(Problem requirements)
What you return must match the entries word for word, minus the pictures.

(Information supplied)
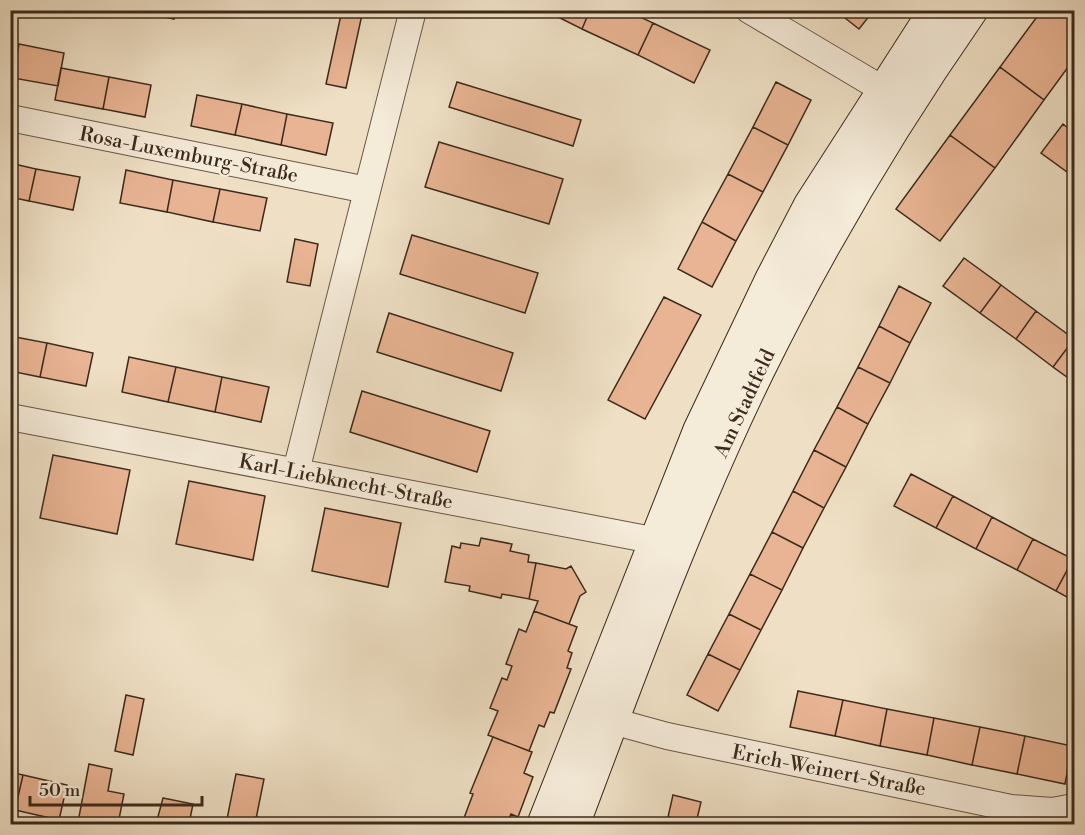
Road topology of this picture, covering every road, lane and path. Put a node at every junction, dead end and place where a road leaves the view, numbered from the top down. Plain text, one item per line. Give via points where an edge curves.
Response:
1 (413, 10) edge
2 (749, 10) edge
3 (936, 10) edge
4 (971, 10) edge
5 (896, 97) junction
6 (10, 118) edge
7 (367, 190) junction
8 (10, 417) edge
9 (296, 471) junction
10 (668, 543) junction
11 (599, 718) junction
12 (1074, 807) edge
13 (544, 825) edge
14 (573, 825) edge

1 - 7 street
2 - 5 street
3 - 5 street, Am Stadtfeld
4 - 5 street, Am Stadtfeld
5 - 10 street, Am Stadtfeld via 810,206 772,279 700,430
6 - 7 street, Rosa-Luxemburg-Straße
7 - 9 street
8 - 9 street, Karl-Liebknecht-Straße
9 - 10 street, Karl-Liebknecht-Straße
10 - 11 street, Am Stadtfeld
11 - 12 street, Erich-Weinert-Straße via 725,749 1011,808 1052,811
11 - 13 street, Am Stadtfeld
11 - 14 street, Am Stadtfeld

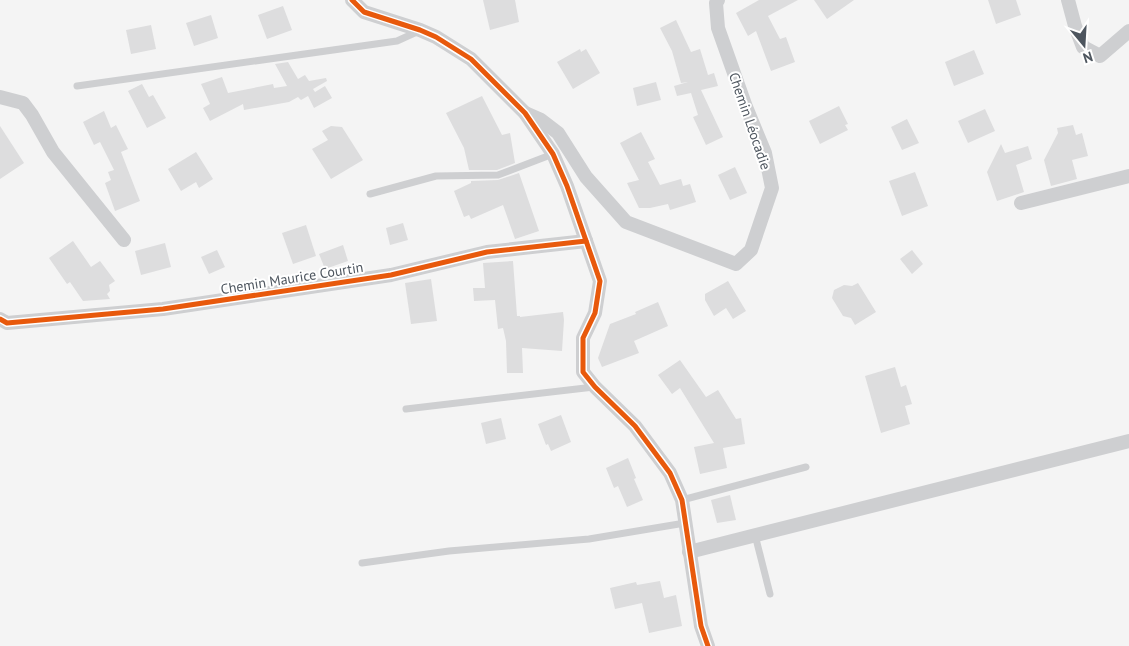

(Solution to this exercise)
Road topology of this picture, covering every road, lane and path. Put a node at every junction, dead end and place where a road leaves the view, numbered from the top down. Plain text, one item per line. Give via points where an edge curves.
Response:
1 (413, 10) edge
2 (749, 10) edge
3 (936, 10) edge
4 (971, 10) edge
5 (896, 97) junction
6 (10, 118) edge
7 (367, 190) junction
8 (10, 417) edge
9 (296, 471) junction
10 (668, 543) junction
11 (599, 718) junction
12 (1074, 807) edge
13 (544, 825) edge
14 (573, 825) edge

1 - 7 street
2 - 5 street
3 - 5 street, Am Stadtfeld
4 - 5 street, Am Stadtfeld
5 - 10 street, Am Stadtfeld via 810,206 772,279 700,430
6 - 7 street, Rosa-Luxemburg-Straße
7 - 9 street
8 - 9 street, Karl-Liebknecht-Straße
9 - 10 street, Karl-Liebknecht-Straße
10 - 11 street, Am Stadtfeld
11 - 12 street, Erich-Weinert-Straße via 725,749 1011,808 1052,811
11 - 13 street, Am Stadtfeld
11 - 14 street, Am Stadtfeld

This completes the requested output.